EXERCISE OBJECTIVE → Please repeat the data exactly. Any picture in it stays out.

INPUT →
········
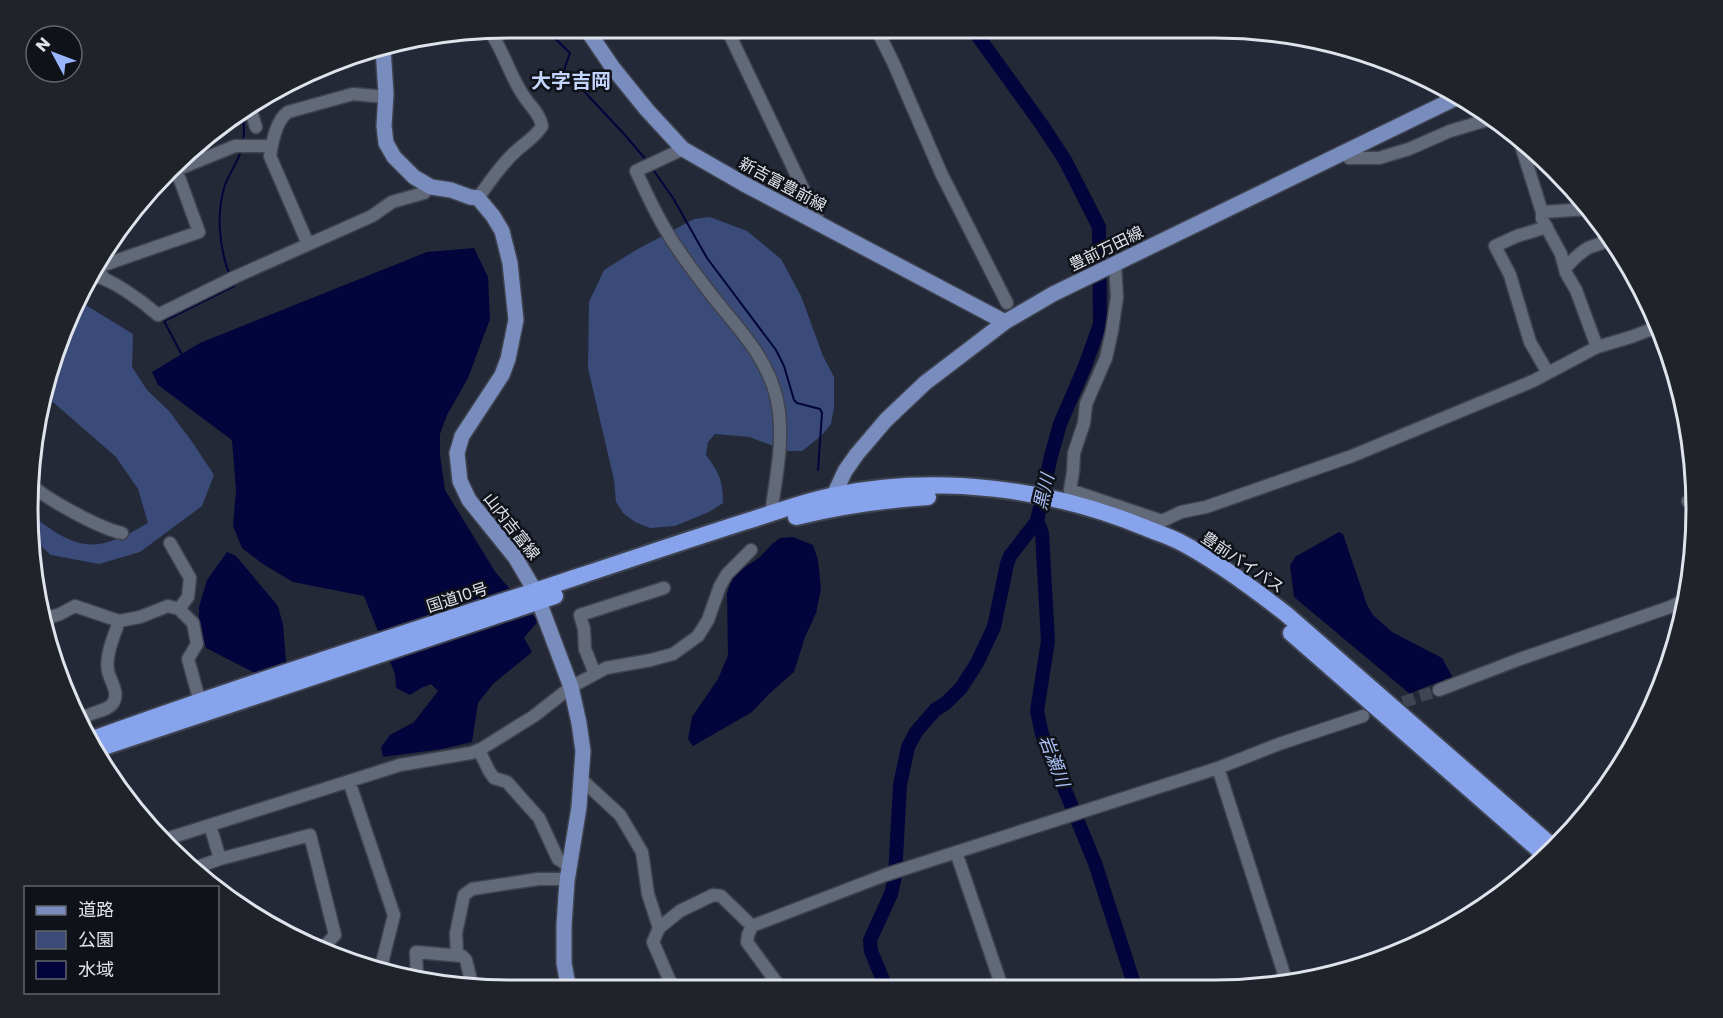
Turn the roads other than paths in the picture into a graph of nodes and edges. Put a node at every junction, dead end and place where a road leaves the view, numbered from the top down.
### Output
1 (494, 38) edge
2 (593, 38) edge
3 (731, 38) edge
4 (881, 38) edge
5 (383, 55) edge
6 (386, 97) junction
7 (1450, 101) edge
8 (252, 114) edge
9 (1482, 121) edge
10 (256, 127) dead end
11 (271, 146) junction
12 (683, 149) junction
13 (1345, 153) junction
14 (1524, 154) edge
15 (1530, 160) edge
16 (1526, 161) junction
17 (187, 166) edge
18 (178, 174) edge
19 (429, 185) junction
20 (478, 198) junction
21 (1578, 210) edge
22 (1542, 212) junction
23 (820, 224) junction
24 (1547, 227) junction
25 (1603, 243) edge
26 (308, 244) junction
27 (1114, 264) junction
28 (104, 268) edge
29 (1565, 268) junction
30 (101, 274) edge
31 (1007, 303) dead end
32 (1005, 322) junction
33 (1650, 330) edge
34 (1597, 346) junction
35 (1548, 373) junction
36 (39, 491) edge
37 (835, 501) junction
38 (771, 514) junction
39 (122, 533) dead end
40 (170, 543) dead end
41 (1177, 546) junction
42 (751, 550) dead end
43 (664, 588) dead end
44 (533, 597) junction
45 (1675, 605) edge
46 (179, 609) junction
47 (51, 617) edge
48 (119, 621) junction
49 (377, 648) junction
50 (595, 674) junction
51 (571, 687) junction
52 (1439, 690) tunnel mouth
53 (200, 702) junction
54 (1363, 716) dead end
55 (85, 717) edge
56 (97, 738) edge
57 (102, 747) edge
58 (479, 750) junction
59 (1218, 768) junction
60 (581, 779) junction
61 (350, 781) junction
62 (210, 825) junction
63 (171, 837) edge
64 (1547, 842) edge
65 (1539, 850) edge
66 (956, 852) junction
67 (220, 859) junction
68 (201, 866) edge
69 (568, 872) junction
70 (752, 926) junction
71 (658, 928) junction
72 (327, 944) edge
73 (457, 955) junction
74 (382, 962) edge
75 (417, 971) edge
76 (1284, 975) edge
77 (470, 978) edge
78 (567, 980) edge
79 (670, 980) edge
80 (773, 980) edge
81 (1000, 980) edge

1 - 20 street
2 - 12 main road, 新吉富豊前線
3 - 23 street
4 - 31 street
5 - 6 main road
6 - 11 street
6 - 19 main road
7 - 13 main road, 豊前万田線
8 - 10 street
9 - 13 street
11 - 17 street
11 - 26 street
12 - 23 main road, 新吉富豊前線
12 - 38 street
13 - 27 main road, 豊前万田線
14 - 16 street
15 - 16 street
16 - 22 street
18 - 28 street
19 - 20 main road
19 - 26 street
20 - 44 main road, 山内吉富線
21 - 22 street
22 - 24 street
23 - 32 main road, 新吉富豊前線
24 - 29 street
24 - 35 street
25 - 29 street
26 - 30 street
27 - 32 main road, 豊前万田線
27 - 35 street
29 - 34 street
32 - 37 main road, 豊前万田線
33 - 34 street
34 - 35 street
36 - 39 street
37 - 38 highway, 国道10号
37 - 41 highway, 豊前バイパス
37 - 44 highway, 国道10号
38 - 44 highway, 国道10号
40 - 46 street
41 - 64 highway, 豊前バイパス
41 - 65 highway, 豊前バイパス
42 - 50 street
43 - 50 street
44 - 49 highway, 国道10号
44 - 51 main road, 山内吉富線
45 - 52 street
46 - 48 street
46 - 53 street
47 - 48 street
48 - 55 street
49 - 53 highway, 国道10号
49 - 57 highway, 国道10号
50 - 51 street
51 - 58 street
51 - 60 main road, 山内吉富線
53 - 56 highway, 国道10号
54 - 59 street
58 - 61 street
58 - 69 street
59 - 66 street
59 - 76 street
60 - 69 main road, 山内吉富線
60 - 71 street
61 - 62 street
61 - 74 street
62 - 63 street
62 - 67 street
66 - 70 street
66 - 81 street
67 - 68 street
67 - 72 street
69 - 73 street
69 - 78 main road, 山内吉富線
70 - 71 street
70 - 80 street
71 - 79 street
73 - 75 street
73 - 77 street

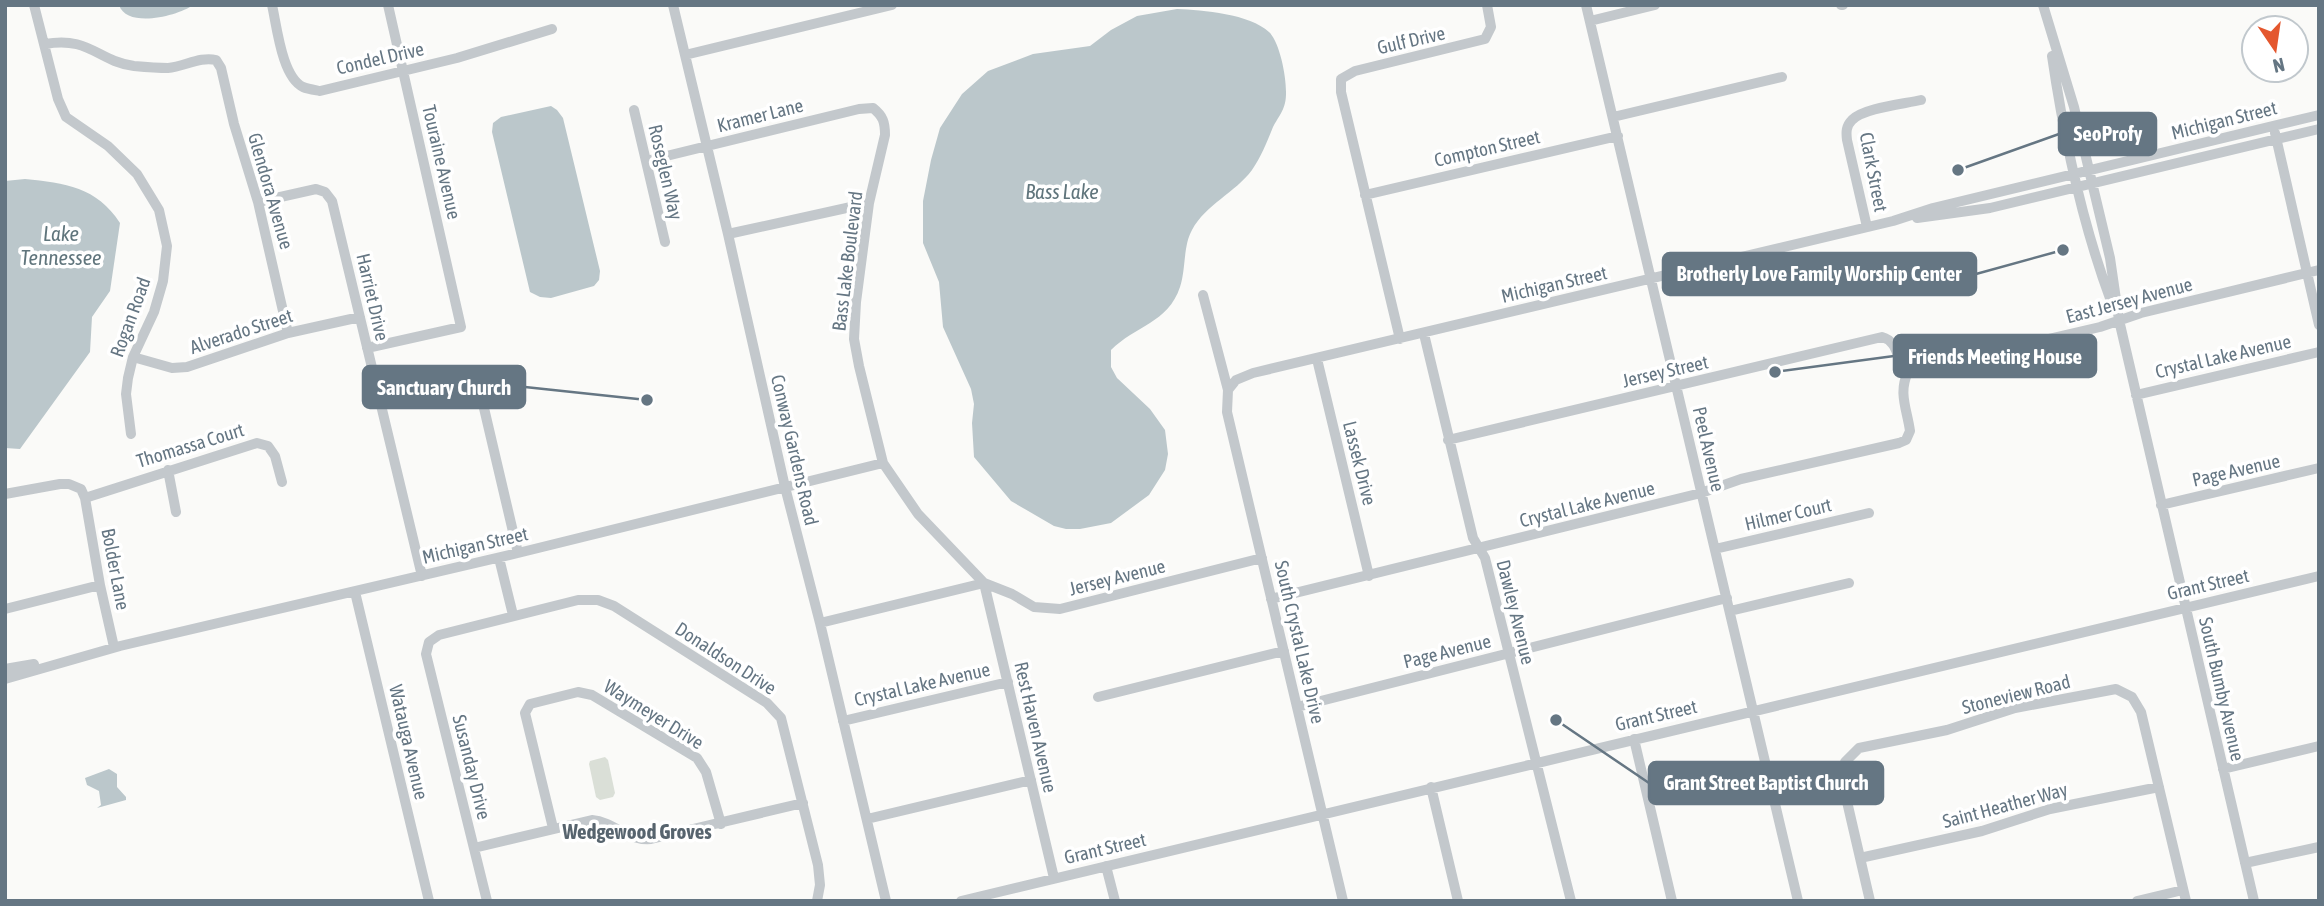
········
RESPONSE BOX →
Turn the roads other than paths in the picture into a graph of nodes and edges. Put a node at every junction, dead end and place where a road leaves the view, numbered from the top down.
### Output
1 (494, 38) edge
2 (593, 38) edge
3 (731, 38) edge
4 (881, 38) edge
5 (383, 55) edge
6 (386, 97) junction
7 (1450, 101) edge
8 (252, 114) edge
9 (1482, 121) edge
10 (256, 127) dead end
11 (271, 146) junction
12 (683, 149) junction
13 (1345, 153) junction
14 (1524, 154) edge
15 (1530, 160) edge
16 (1526, 161) junction
17 (187, 166) edge
18 (178, 174) edge
19 (429, 185) junction
20 (478, 198) junction
21 (1578, 210) edge
22 (1542, 212) junction
23 (820, 224) junction
24 (1547, 227) junction
25 (1603, 243) edge
26 (308, 244) junction
27 (1114, 264) junction
28 (104, 268) edge
29 (1565, 268) junction
30 (101, 274) edge
31 (1007, 303) dead end
32 (1005, 322) junction
33 (1650, 330) edge
34 (1597, 346) junction
35 (1548, 373) junction
36 (39, 491) edge
37 (835, 501) junction
38 (771, 514) junction
39 (122, 533) dead end
40 (170, 543) dead end
41 (1177, 546) junction
42 (751, 550) dead end
43 (664, 588) dead end
44 (533, 597) junction
45 (1675, 605) edge
46 (179, 609) junction
47 (51, 617) edge
48 (119, 621) junction
49 (377, 648) junction
50 (595, 674) junction
51 (571, 687) junction
52 (1439, 690) tunnel mouth
53 (200, 702) junction
54 (1363, 716) dead end
55 (85, 717) edge
56 (97, 738) edge
57 (102, 747) edge
58 (479, 750) junction
59 (1218, 768) junction
60 (581, 779) junction
61 (350, 781) junction
62 (210, 825) junction
63 (171, 837) edge
64 (1547, 842) edge
65 (1539, 850) edge
66 (956, 852) junction
67 (220, 859) junction
68 (201, 866) edge
69 (568, 872) junction
70 (752, 926) junction
71 (658, 928) junction
72 (327, 944) edge
73 (457, 955) junction
74 (382, 962) edge
75 (417, 971) edge
76 (1284, 975) edge
77 (470, 978) edge
78 (567, 980) edge
79 (670, 980) edge
80 (773, 980) edge
81 (1000, 980) edge

1 - 20 street
2 - 12 main road, 新吉富豊前線
3 - 23 street
4 - 31 street
5 - 6 main road
6 - 11 street
6 - 19 main road
7 - 13 main road, 豊前万田線
8 - 10 street
9 - 13 street
11 - 17 street
11 - 26 street
12 - 23 main road, 新吉富豊前線
12 - 38 street
13 - 27 main road, 豊前万田線
14 - 16 street
15 - 16 street
16 - 22 street
18 - 28 street
19 - 20 main road
19 - 26 street
20 - 44 main road, 山内吉富線
21 - 22 street
22 - 24 street
23 - 32 main road, 新吉富豊前線
24 - 29 street
24 - 35 street
25 - 29 street
26 - 30 street
27 - 32 main road, 豊前万田線
27 - 35 street
29 - 34 street
32 - 37 main road, 豊前万田線
33 - 34 street
34 - 35 street
36 - 39 street
37 - 38 highway, 国道10号
37 - 41 highway, 豊前バイパス
37 - 44 highway, 国道10号
38 - 44 highway, 国道10号
40 - 46 street
41 - 64 highway, 豊前バイパス
41 - 65 highway, 豊前バイパス
42 - 50 street
43 - 50 street
44 - 49 highway, 国道10号
44 - 51 main road, 山内吉富線
45 - 52 street
46 - 48 street
46 - 53 street
47 - 48 street
48 - 55 street
49 - 53 highway, 国道10号
49 - 57 highway, 国道10号
50 - 51 street
51 - 58 street
51 - 60 main road, 山内吉富線
53 - 56 highway, 国道10号
54 - 59 street
58 - 61 street
58 - 69 street
59 - 66 street
59 - 76 street
60 - 69 main road, 山内吉富線
60 - 71 street
61 - 62 street
61 - 74 street
62 - 63 street
62 - 67 street
66 - 70 street
66 - 81 street
67 - 68 street
67 - 72 street
69 - 73 street
69 - 78 main road, 山内吉富線
70 - 71 street
70 - 80 street
71 - 79 street
73 - 75 street
73 - 77 street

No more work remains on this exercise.